An overlook in Bethlehem into settlements in the West Bank.

Two experiences sum up the duality of my trip, reflected in both the sentiment on campus conveyed by my peers, and by the different narratives that we saw and experienced in Israel and the Palestinian Territories. The first one came at a small hummus shop in Jerusalem. We stopped and had a friendly conversation with the Arab-Israeli owner. We were talking to him about the nature of the trip, and upon his understanding that it was a very diverse group of students, he pointed to me with a smile, gestured to my nose, and said “and she’s Jewish, I can tell.” No one seemed to bat an eye. Though this seemed like such a small incident, I tried to figure out why it had bothered me so much. Throughout elementary school, I experienced similar instances of anti-Semitic comments and jokes, mainly pertaining to my nose, but I always pushed it aside and reminded myself not to be so sensitive. This incident continued to bother me though, and after hearing contradictory narrative after narrative, it hit me.It bothered me because I was being profiled and stereotyped, while at the same time being denied as a member of a peoplehood seeking collective safety and protection even after thousands of years of persecution. In the group discussion that night, I shared this experience, and spoke about the diaspora and the diversity of the Jewish population in Israel and worldwide.
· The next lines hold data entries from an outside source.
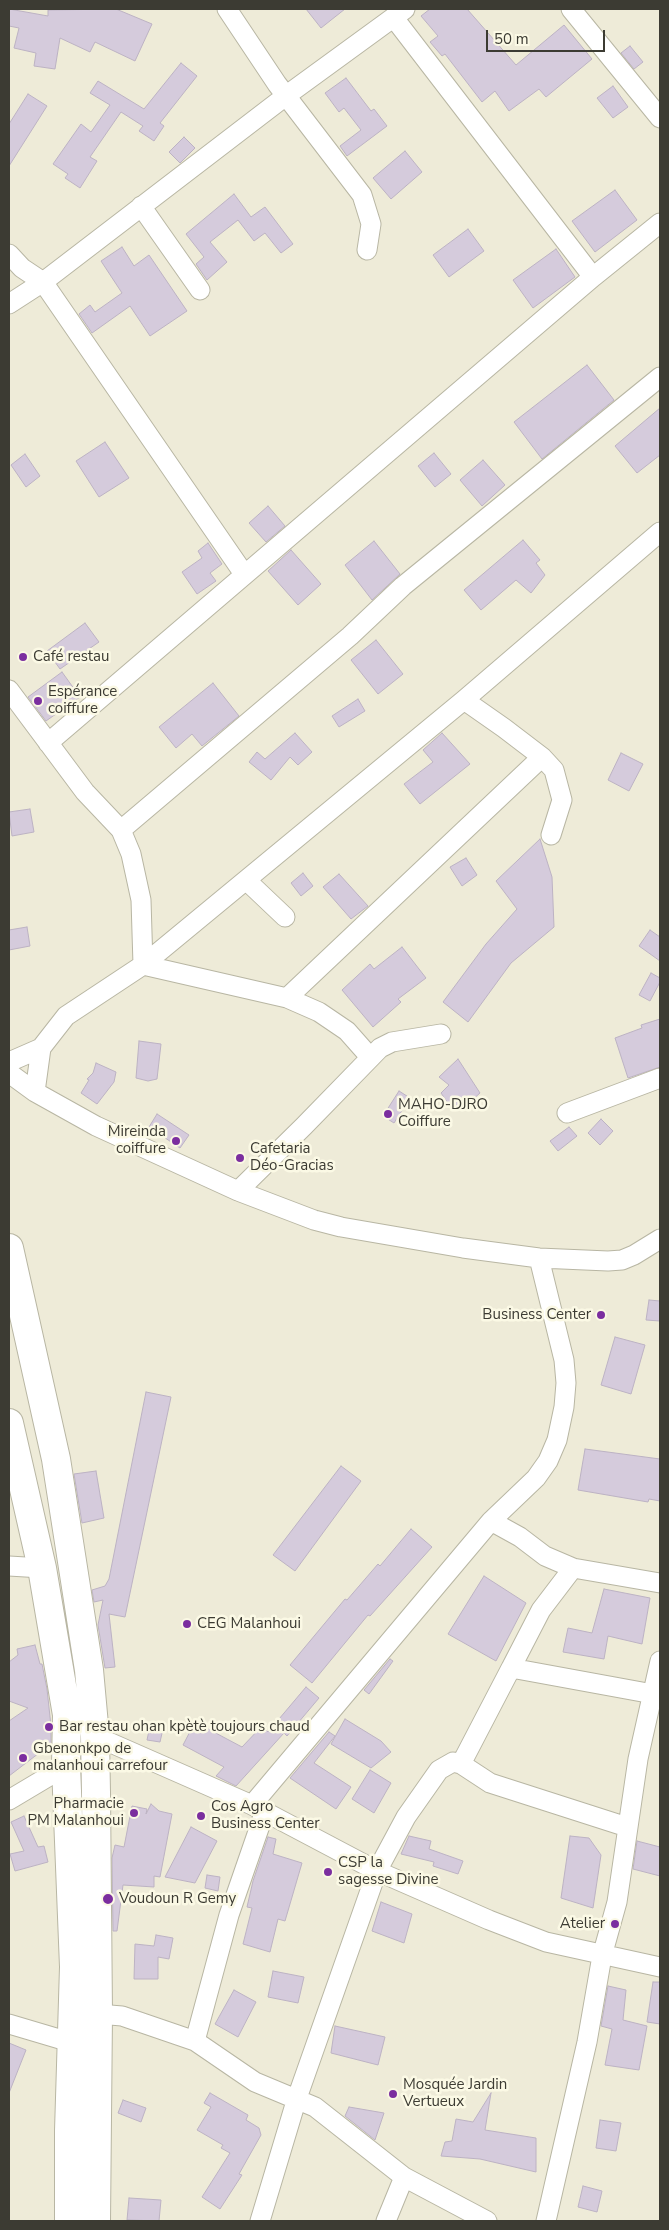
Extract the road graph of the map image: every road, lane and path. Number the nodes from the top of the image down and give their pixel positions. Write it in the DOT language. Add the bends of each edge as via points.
graph roads {
  1 [pos="227,9"];
  2 [pos="579,12"];
  3 [pos="400,13"];
  4 [pos="287,95"];
  5 [pos="660,118"];
  6 [pos="141,206"];
  7 [pos="660,223"];
  8 [pos="367,250"];
  9 [pos="9,254"];
  10 [pos="593,277"];
  11 [pos="43,282"];
  12 [pos="200,290"];
  13 [pos="9,304"];
  14 [pos="660,377"];
  15 [pos="660,532"];
  16 [pos="244,574"];
  17 [pos="9,690"];
  18 [pos="464,700"];
  19 [pos="48,743"];
  20 [pos="542,757"];
  21 [pos="121,830"];
  22 [pos="551,835"];
  23 [pos="246,880"];
  24 [pos="285,917"];
  25 [pos="143,965"];
  26 [pos="287,998"];
  27 [pos="441,1034"];
  28 [pos="41,1048"];
  29 [pos="370,1057"];
  30 [pos="9,1062"];
  31 [pos="9,1073"];
  32 [pos="660,1078"];
  33 [pos="36,1092"];
  34 [pos="567,1114"];
  35 [pos="238,1191"];
  36 [pos="660,1239"];
  37 [pos="9,1248"];
  38 [pos="539,1258"];
  39 [pos="9,1423"];
  40 [pos="491,1521"];
  41 [pos="9,1566"];
  42 [pos="42,1568"];
  43 [pos="573,1568"];
  44 [pos="660,1583"];
  45 [pos="660,1661"];
  46 [pos="511,1668"];
  47 [pos="655,1700"];
  48 [pos="95,1736"];
  49 [pos="461,1764"];
  50 [pos="66,1766"];
  51 [pos="9,1800"];
  52 [pos="258,1810"];
  53 [pos="627,1826"];
  54 [pos="377,1871"];
  55 [pos="602,1956"];
  56 [pos="660,1967"];
  57 [pos="98,2014"];
  58 [pos="9,2024"];
  59 [pos="195,2041"];
  60 [pos="73,2043"];
  61 [pos="297,2098"];
  62 [pos="404,2177"];
  63 [pos="69,2221"];
  64 [pos="96,2221"];
  65 [pos="260,2221"];
  66 [pos="386,2221"];
  67 [pos="487,2221"];
  68 [pos="546,2221"];
  1 -- 4 [label="street"];
  2 -- 5 [label="street"];
  3 -- 4 [label="street"];
  3 -- 10 [label="street"];
  4 -- 6 [label="street"];
  4 -- 8 [label="street" via="362,195 371,224"];
  6 -- 11 [label="street"];
  6 -- 12 [label="street"];
  7 -- 10 [label="street"];
  9 -- 11 [label="street" via="22,268"];
  10 -- 16 [label="street"];
  11 -- 13 [label="street"];
  11 -- 16 [label="street"];
  14 -- 21 [label="street" via="403,586 350,636"];
  15 -- 18 [label="street"];
  16 -- 19 [label="street"];
  17 -- 19 [label="street"];
  18 -- 20 [label="street"];
  18 -- 23 [label="street"];
  19 -- 21 [label="street" via="85,792"];
  20 -- 22 [label="street" via="554,770 562,800"];
  20 -- 26 [label="street"];
  21 -- 25 [label="street" via="131,854 141,900"];
  23 -- 24 [label="street"];
  23 -- 25 [label="street"];
  25 -- 26 [label="street"];
  25 -- 28 [label="street" via="66,1016"];
  26 -- 29 [label="street" via="320,1012 347,1031"];
  27 -- 29 [label="street" via="392,1042"];
  28 -- 30 [label="street"];
  28 -- 33 [label="street"];
  29 -- 35 [label="street"];
  31 -- 33 [label="street"];
  32 -- 34 [label="street"];
  33 -- 35 [label="street" via="96,1126"];
  35 -- 38 [label="street" via="341,1227"];
  36 -- 38 [label="street" via="622,1260"];
  37 -- 48 [label="main road" via="56,1459 89,1670"];
  38 -- 40 [label="street" via="564,1360 564,1407 557,1440 548,1461 536,1478"];
  39 -- 42 [label="main road"];
  40 -- 43 [label="street" via="545,1556"];
  40 -- 52 [label="street"];
  41 -- 42 [label="street"];
  42 -- 50 [label="main road" via="63,1686"];
  43 -- 44 [label="street"];
  43 -- 46 [label="street" via="541,1610"];
  45 -- 47 [label="street"];
  46 -- 47 [label="street"];
  46 -- 49 [label="street"];
  47 -- 53 [label="street" via="638,1759"];
  48 -- 52 [label="street"];
  48 -- 57 [label="main road"];
  49 -- 53 [label="street" via="490,1783"];
  49 -- 54 [label="street" via="453,1762 439,1770 406,1817"];
  50 -- 51 [label="street"];
  50 -- 60 [label="main road" via="74,1967"];
  52 -- 54 [label="street"];
  52 -- 59 [label="street"];
  53 -- 55 [label="street" via="617,1902"];
  54 -- 55 [label="street" via="546,1942"];
  54 -- 61 [label="street"];
  55 -- 56 [label="street"];
  55 -- 68 [label="street"];
  57 -- 59 [label="street" via="122,2016"];
  57 -- 64 [label="main road"];
  58 -- 60 [label="street"];
  59 -- 61 [label="street" via="255,2082"];
  60 -- 63 [label="main road"];
  61 -- 62 [label="street" via="314,2107"];
  61 -- 65 [label="street"];
  62 -- 66 [label="street"];
  62 -- 67 [label="street"];
}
The second experience occurred when we witnessed extremely Islamophobic rhetoric from a radical Israeli settler in the West Bank. Not only was I more upset, but I was more receptive to the experiences of my Muslim peers and new friends on the trip. Upon seeing the shock, hurt, and disbelief of my friends on the trip, I saw how anger and prejudice within the Middle East mirrored our attitudes on campus. It was clear that the hurtful and false rhetoric spewed by the speakers impacted others in the same way it did me. I understood when they reacted with anger and fear.

By reaching out, asking questions, admitting my doubts, expressing my vulnerability, and simply being willing to listen, I started to bridge a gap.

A peace mural in Sderot, a city near the Gaza border, started by a resident and added to by those who visit the city.

To reach across the room means to lend a receptive ear to others’ words, and I’ve learned that I cannot let fear of being ignored prevent me from hearing others. Others will stand up for me, but sometimes I have to stand up first. Heading back to school, I realize that there is no truly neutral space for discussions like these — discussions that promote understanding and dissolve the basis for anger born of ignorance. A space like TableTalk would be invaluable on my campus because of the open dialogue it fosters.

I envision something like TableTalk on my campus as a forum for people to voice their concerns, thoughts, observations- big and small- and to communicate rather than talking right past one another. When we engage in dialogue, we facilitate understanding, patience, and kindness, even though it can be a struggle.

A famous rabbi once said, “The whole world is a narrow bridge, and the most important part is not to be afraid.” Over the course of my trip, the bridge became a lot less narrow, and I became a lot less afraid.

Hannah on one of her first days in Israel, in a nook on top of the ancient walls surrounding the ancient city of Jerusalem.